• Exercise goal
Filter the entries for lines with the word "Garden".
** Opening Source data block **
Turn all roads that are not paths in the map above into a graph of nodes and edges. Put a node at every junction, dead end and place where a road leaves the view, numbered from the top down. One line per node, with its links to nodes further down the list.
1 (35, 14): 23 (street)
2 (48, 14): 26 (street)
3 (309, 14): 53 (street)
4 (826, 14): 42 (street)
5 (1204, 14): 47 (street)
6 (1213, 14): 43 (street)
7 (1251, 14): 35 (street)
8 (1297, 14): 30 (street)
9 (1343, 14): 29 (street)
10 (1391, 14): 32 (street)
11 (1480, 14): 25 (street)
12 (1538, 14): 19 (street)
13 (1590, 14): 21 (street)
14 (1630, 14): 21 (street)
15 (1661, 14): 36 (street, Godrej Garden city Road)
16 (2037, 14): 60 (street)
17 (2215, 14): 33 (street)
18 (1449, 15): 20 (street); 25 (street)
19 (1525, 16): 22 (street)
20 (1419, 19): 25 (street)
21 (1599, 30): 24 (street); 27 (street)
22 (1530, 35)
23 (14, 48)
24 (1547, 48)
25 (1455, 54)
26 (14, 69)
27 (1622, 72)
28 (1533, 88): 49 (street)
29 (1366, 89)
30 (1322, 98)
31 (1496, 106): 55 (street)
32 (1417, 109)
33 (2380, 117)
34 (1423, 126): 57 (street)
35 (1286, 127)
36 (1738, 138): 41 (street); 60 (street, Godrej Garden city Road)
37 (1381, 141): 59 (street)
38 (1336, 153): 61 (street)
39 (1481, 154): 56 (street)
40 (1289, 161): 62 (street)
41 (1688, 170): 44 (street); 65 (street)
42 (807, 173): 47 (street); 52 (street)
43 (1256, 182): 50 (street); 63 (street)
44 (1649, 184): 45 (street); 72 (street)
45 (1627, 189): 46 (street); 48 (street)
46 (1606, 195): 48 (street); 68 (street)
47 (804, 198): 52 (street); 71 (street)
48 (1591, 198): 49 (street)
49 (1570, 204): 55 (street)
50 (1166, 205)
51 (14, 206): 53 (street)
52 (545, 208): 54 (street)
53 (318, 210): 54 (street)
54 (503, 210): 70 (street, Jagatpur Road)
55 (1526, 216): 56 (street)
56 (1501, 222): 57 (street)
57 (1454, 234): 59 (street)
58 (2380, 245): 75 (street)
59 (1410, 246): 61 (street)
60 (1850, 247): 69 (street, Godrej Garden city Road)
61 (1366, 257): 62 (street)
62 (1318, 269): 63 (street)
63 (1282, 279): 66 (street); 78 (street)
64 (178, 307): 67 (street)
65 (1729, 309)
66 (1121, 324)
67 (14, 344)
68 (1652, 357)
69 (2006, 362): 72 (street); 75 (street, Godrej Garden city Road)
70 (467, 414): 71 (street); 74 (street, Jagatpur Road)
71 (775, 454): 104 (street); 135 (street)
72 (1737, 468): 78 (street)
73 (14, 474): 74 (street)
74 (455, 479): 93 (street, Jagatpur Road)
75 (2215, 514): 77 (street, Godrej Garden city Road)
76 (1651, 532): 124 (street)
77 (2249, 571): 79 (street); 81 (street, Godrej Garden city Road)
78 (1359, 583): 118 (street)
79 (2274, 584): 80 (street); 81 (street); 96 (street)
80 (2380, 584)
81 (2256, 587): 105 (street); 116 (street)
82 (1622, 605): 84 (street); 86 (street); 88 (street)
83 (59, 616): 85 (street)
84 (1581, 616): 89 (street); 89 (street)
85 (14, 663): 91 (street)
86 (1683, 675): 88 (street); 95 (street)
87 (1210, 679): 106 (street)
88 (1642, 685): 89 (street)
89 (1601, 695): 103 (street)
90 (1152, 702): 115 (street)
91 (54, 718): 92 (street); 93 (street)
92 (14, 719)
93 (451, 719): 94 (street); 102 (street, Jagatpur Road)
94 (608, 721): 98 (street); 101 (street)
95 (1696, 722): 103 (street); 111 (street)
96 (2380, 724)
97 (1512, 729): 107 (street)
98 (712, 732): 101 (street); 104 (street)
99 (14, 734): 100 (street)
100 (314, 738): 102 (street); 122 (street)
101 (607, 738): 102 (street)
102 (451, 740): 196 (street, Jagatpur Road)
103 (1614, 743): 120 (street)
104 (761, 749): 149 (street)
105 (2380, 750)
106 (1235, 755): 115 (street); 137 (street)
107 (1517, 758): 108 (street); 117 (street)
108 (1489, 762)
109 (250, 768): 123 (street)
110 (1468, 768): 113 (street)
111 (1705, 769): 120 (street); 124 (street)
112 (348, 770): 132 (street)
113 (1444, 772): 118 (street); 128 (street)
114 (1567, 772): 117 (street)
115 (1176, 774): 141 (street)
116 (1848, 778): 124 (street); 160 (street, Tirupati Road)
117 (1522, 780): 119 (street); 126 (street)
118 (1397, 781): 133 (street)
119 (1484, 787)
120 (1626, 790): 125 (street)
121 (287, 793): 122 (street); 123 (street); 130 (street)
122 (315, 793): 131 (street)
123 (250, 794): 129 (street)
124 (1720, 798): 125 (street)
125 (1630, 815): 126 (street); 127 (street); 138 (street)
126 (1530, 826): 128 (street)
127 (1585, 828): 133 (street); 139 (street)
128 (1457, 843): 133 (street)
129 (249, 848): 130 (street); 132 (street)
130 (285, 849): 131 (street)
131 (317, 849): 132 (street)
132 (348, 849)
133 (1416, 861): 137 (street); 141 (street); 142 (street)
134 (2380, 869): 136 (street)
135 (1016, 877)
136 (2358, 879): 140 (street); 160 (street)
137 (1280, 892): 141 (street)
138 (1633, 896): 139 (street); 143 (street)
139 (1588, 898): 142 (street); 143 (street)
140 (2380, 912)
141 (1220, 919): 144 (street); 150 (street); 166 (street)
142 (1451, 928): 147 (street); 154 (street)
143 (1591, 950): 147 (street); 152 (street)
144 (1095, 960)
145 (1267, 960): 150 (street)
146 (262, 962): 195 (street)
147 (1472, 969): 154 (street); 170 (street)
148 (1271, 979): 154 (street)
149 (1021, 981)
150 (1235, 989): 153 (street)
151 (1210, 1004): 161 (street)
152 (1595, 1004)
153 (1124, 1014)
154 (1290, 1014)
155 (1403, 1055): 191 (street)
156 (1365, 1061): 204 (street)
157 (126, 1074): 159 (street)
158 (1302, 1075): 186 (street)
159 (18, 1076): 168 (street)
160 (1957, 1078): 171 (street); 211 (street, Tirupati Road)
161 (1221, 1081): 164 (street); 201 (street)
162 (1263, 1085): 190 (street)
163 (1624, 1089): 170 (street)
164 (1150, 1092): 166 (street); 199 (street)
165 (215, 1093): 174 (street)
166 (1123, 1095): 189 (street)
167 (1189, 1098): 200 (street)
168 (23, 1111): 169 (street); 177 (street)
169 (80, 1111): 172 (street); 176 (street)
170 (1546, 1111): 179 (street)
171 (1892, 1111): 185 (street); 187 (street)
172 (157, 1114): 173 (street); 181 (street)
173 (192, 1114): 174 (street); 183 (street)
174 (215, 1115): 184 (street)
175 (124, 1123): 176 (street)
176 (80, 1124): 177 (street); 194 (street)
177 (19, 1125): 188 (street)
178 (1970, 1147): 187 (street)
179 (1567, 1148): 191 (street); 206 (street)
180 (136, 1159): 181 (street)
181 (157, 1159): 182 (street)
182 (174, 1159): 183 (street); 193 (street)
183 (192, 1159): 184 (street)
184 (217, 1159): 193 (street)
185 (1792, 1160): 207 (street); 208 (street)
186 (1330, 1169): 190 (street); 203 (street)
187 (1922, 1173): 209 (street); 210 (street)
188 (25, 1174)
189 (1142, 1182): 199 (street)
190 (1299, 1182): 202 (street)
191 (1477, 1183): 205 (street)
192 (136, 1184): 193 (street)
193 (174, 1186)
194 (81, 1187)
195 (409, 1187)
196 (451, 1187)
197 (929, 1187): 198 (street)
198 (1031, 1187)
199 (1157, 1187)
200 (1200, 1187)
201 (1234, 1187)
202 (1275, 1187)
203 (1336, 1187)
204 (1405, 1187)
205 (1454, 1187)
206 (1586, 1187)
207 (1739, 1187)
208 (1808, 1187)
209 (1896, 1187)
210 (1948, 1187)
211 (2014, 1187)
** Closing Source data block **
• Output below
15 (1661, 14): 36 (street, Godrej Garden city Road)
36 (1738, 138): 41 (street); 60 (street, Godrej Garden city Road)
60 (1850, 247): 69 (street, Godrej Garden city Road)
69 (2006, 362): 72 (street); 75 (street, Godrej Garden city Road)
75 (2215, 514): 77 (street, Godrej Garden city Road)
77 (2249, 571): 79 (street); 81 (street, Godrej Garden city Road)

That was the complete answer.